**Description of the task:** From the entries that follow, work out how many lines contain "Winfield". Write the number only.

**Entries supplied:**
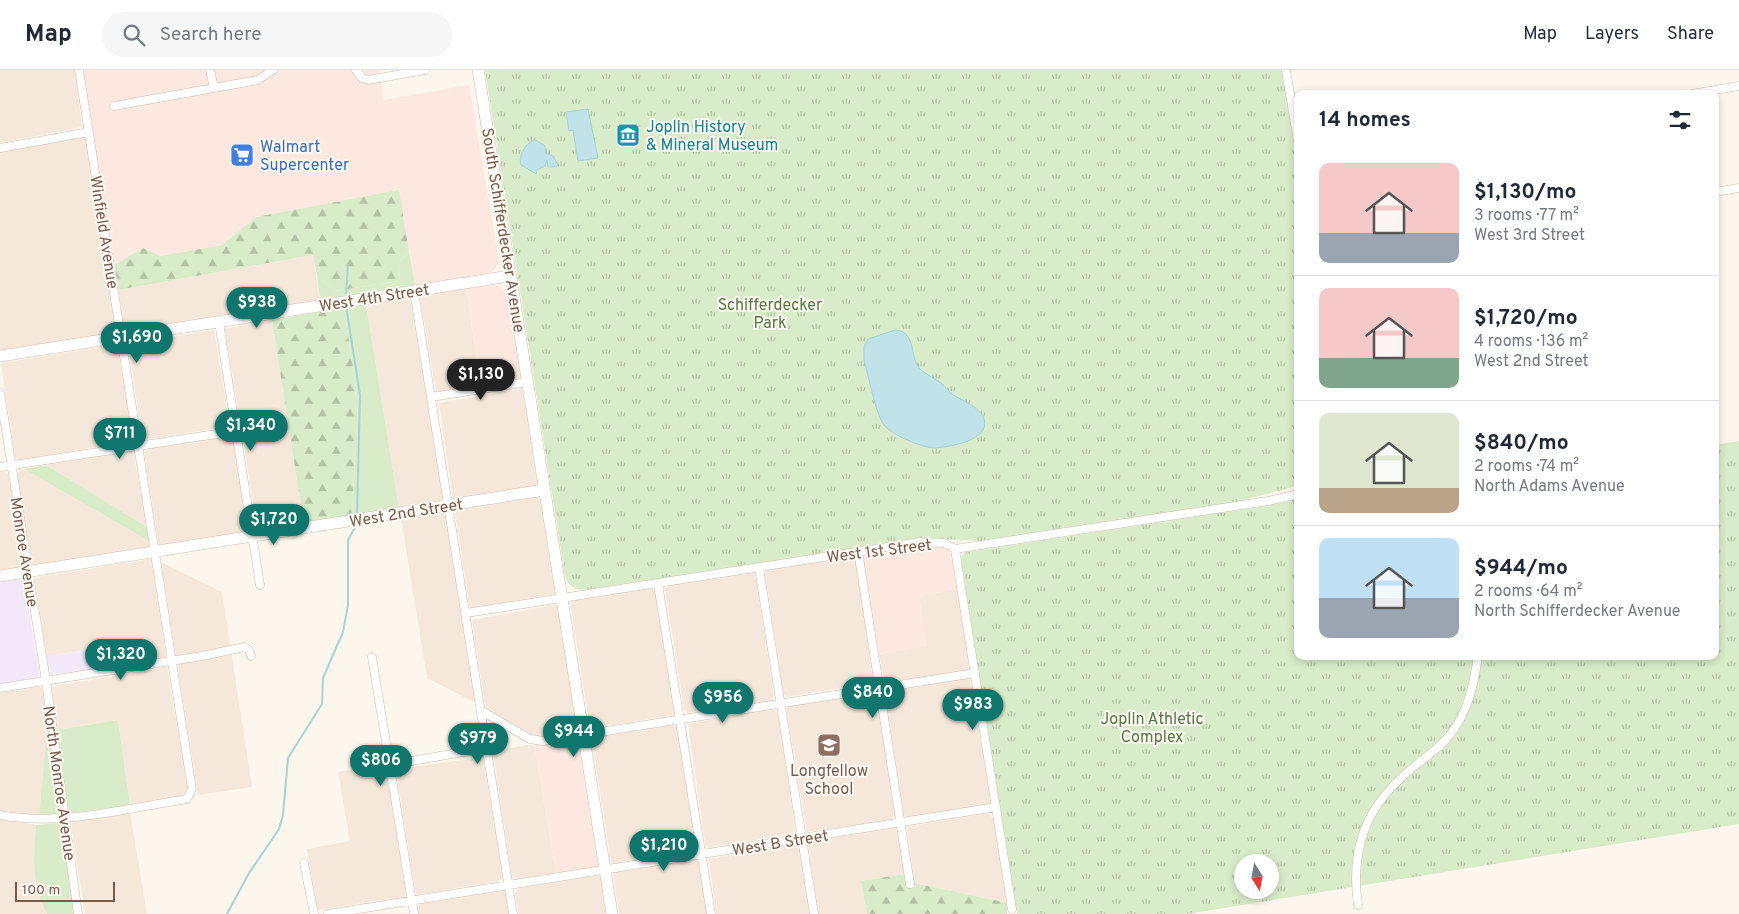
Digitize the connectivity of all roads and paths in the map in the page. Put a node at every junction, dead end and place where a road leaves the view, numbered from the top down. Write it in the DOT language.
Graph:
graph roads {
  1 [pos="79,70"];
  2 [pos="210,70"];
  3 [pos="274,70"];
  4 [pos="356,70"];
  5 [pos="424,70"];
  6 [pos="478,70"];
  7 [pos="1286,70"];
  8 [pos="1739,86"];
  9 [pos="214,88"];
  10 [pos="1716,90"];
  11 [pos="114,106"];
  12 [pos="1294,117"];
  13 [pos="89,132"];
  14 [pos="0,148"];
  15 [pos="1739,188"];
  16 [pos="1719,191"];
  17 [pos="510,276"];
  18 [pos="414,291"];
  19 [pos="219,322"];
  20 [pos="121,337"];
  21 [pos="0,356"];
  22 [pos="528,382"];
  23 [pos="0,393"];
  24 [pos="431,397"];
  25 [pos="236,431"];
  26 [pos="138,445"];
  27 [pos="11,465"];
  28 [pos="0,467"];
  29 [pos="544,490"];
  30 [pos="1294,493"];
  31 [pos="448,506"];
  32 [pos="253,536"];
  33 [pos="955,549"];
  34 [pos="858,551"];
  35 [pos="155,552"];
  36 [pos="759,568"];
  37 [pos="28,572"];
  38 [pos="0,576"];
  39 [pos="658,584"];
  40 [pos="260,585"];
  41 [pos="562,598"];
  42 [pos="466,613"];
  43 [pos="251,656"];
  44 [pos="372,657"];
  45 [pos="1477,660"];
  46 [pos="173,661"];
  47 [pos="975,673"];
  48 [pos="46,681"];
  49 [pos="0,688"];
  50 [pos="879,688"];
  51 [pos="781,704"];
  52 [pos="482,711"];
  53 [pos="680,720"];
  54 [pos="584,735"];
  55 [pos="486,748"];
  56 [pos="389,765"];
  57 [pos="996,807"];
  58 [pos="0,815"];
  59 [pos="66,817"];
  60 [pos="901,823"];
  61 [pos="802,838"];
  62 [pos="702,854"];
  63 [pos="304,863"];
  64 [pos="605,870"];
  65 [pos="509,884"];
  66 [pos="910,884"];
  67 [pos="411,900"];
  68 [pos="1358,905"];
  69 [pos="1012,909"];
  70 [pos="78,914"];
  71 [pos="314,914"];
  72 [pos="328,914"];
  73 [pos="414,914"];
  74 [pos="514,914"];
  75 [pos="612,914"];
  76 [pos="711,914"];
  77 [pos="814,914"];
  1 -- 13 [label="street, Winfield Avenue"];
  2 -- 9 [label="street"];
  3 -- 9 [label="street"];
  4 -- 5 [label="street"];
  6 -- 17 [label="street, South Schifferdecker Avenue"];
  7 -- 12 [label="street"];
  8 -- 10 [label="street"];
  9 -- 11 [label="street"];
  13 -- 14 [label="street"];
  13 -- 20 [label="street, Winfield Avenue"];
  15 -- 16 [label="street"];
  17 -- 18 [label="street, West 4th Street"];
  17 -- 22 [label="street, South Schifferdecker Avenue"];
  18 -- 19 [label="street, West 4th Street"];
  18 -- 24 [label="street"];
  19 -- 20 [label="street, West 4th Street"];
  19 -- 25 [label="street"];
  20 -- 21 [label="street, West 4th Street"];
  20 -- 26 [label="street, Winfield Avenue"];
  22 -- 24 [label="street"];
  22 -- 29 [label="street, South Schifferdecker Avenue"];
  23 -- 27 [label="street, Monroe Avenue"];
  24 -- 31 [label="street"];
  25 -- 26 [label="street"];
  25 -- 32 [label="street"];
  26 -- 27 [label="street"];
  26 -- 35 [label="street, Winfield Avenue"];
  27 -- 28 [label="street"];
  27 -- 37 [label="street, Monroe Avenue"];
  29 -- 31 [label="street, West 2nd Street"];
  29 -- 41 [label="street, South Schifferdecker Avenue"];
  30 -- 33 [label="street, West 1st Street"];
  31 -- 32 [label="street, West 2nd Street"];
  31 -- 42 [label="street"];
  32 -- 35 [label="street, West 2nd Street"];
  32 -- 40 [label="street"];
  33 -- 34 [label="street, West 1st Street"];
  33 -- 47 [label="street"];
  34 -- 36 [label="street, West 1st Street"];
  34 -- 50 [label="street"];
  35 -- 37 [label="street, West 2nd Street"];
  35 -- 46 [label="street, Winfield Avenue"];
  36 -- 39 [label="street, West 1st Street"];
  36 -- 51 [label="street"];
  37 -- 38 [label="street, West 2nd Street"];
  37 -- 48 [label="street, Monroe Avenue"];
  39 -- 41 [label="street, West 1st Street"];
  39 -- 53 [label="street"];
  41 -- 42 [label="street, West 1st Street"];
  41 -- 54 [label="street, South Schifferdecker Avenue"];
  42 -- 52 [label="street"];
  43 -- 46 [label="street"];
  44 -- 56 [label="street"];
  45 -- 68 [label="street"];
  46 -- 48 [label="street"];
  46 -- 59 [label="street, Winfield Avenue"];
  47 -- 50 [label="street"];
  47 -- 57 [label="street"];
  48 -- 49 [label="street"];
  48 -- 59 [label="street, North Monroe Avenue"];
  50 -- 51 [label="street"];
  50 -- 60 [label="street"];
  51 -- 53 [label="street"];
  51 -- 61 [label="street"];
  52 -- 54 [label="street"];
  52 -- 55 [label="street"];
  53 -- 54 [label="street"];
  53 -- 62 [label="street"];
  54 -- 64 [label="street, South Schifferdecker Avenue"];
  55 -- 56 [label="street"];
  55 -- 65 [label="street"];
  56 -- 67 [label="street"];
  57 -- 60 [label="street, West B Street"];
  57 -- 69 [label="street"];
  58 -- 59 [label="street"];
  59 -- 70 [label="street, North Monroe Avenue"];
  60 -- 61 [label="street, West B Street"];
  60 -- 66 [label="street"];
  61 -- 62 [label="street, West B Street"];
  61 -- 77 [label="street"];
  62 -- 64 [label="street, West B Street"];
  62 -- 76 [label="street"];
  63 -- 71 [label="street"];
  64 -- 65 [label="street, West B Street"];
  64 -- 75 [label="street, South Schifferdecker Avenue"];
  65 -- 67 [label="street, West B Street"];
  65 -- 74 [label="street"];
  67 -- 72 [label="street, West B Street"];
  67 -- 73 [label="street"];
}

**Written reply:** 6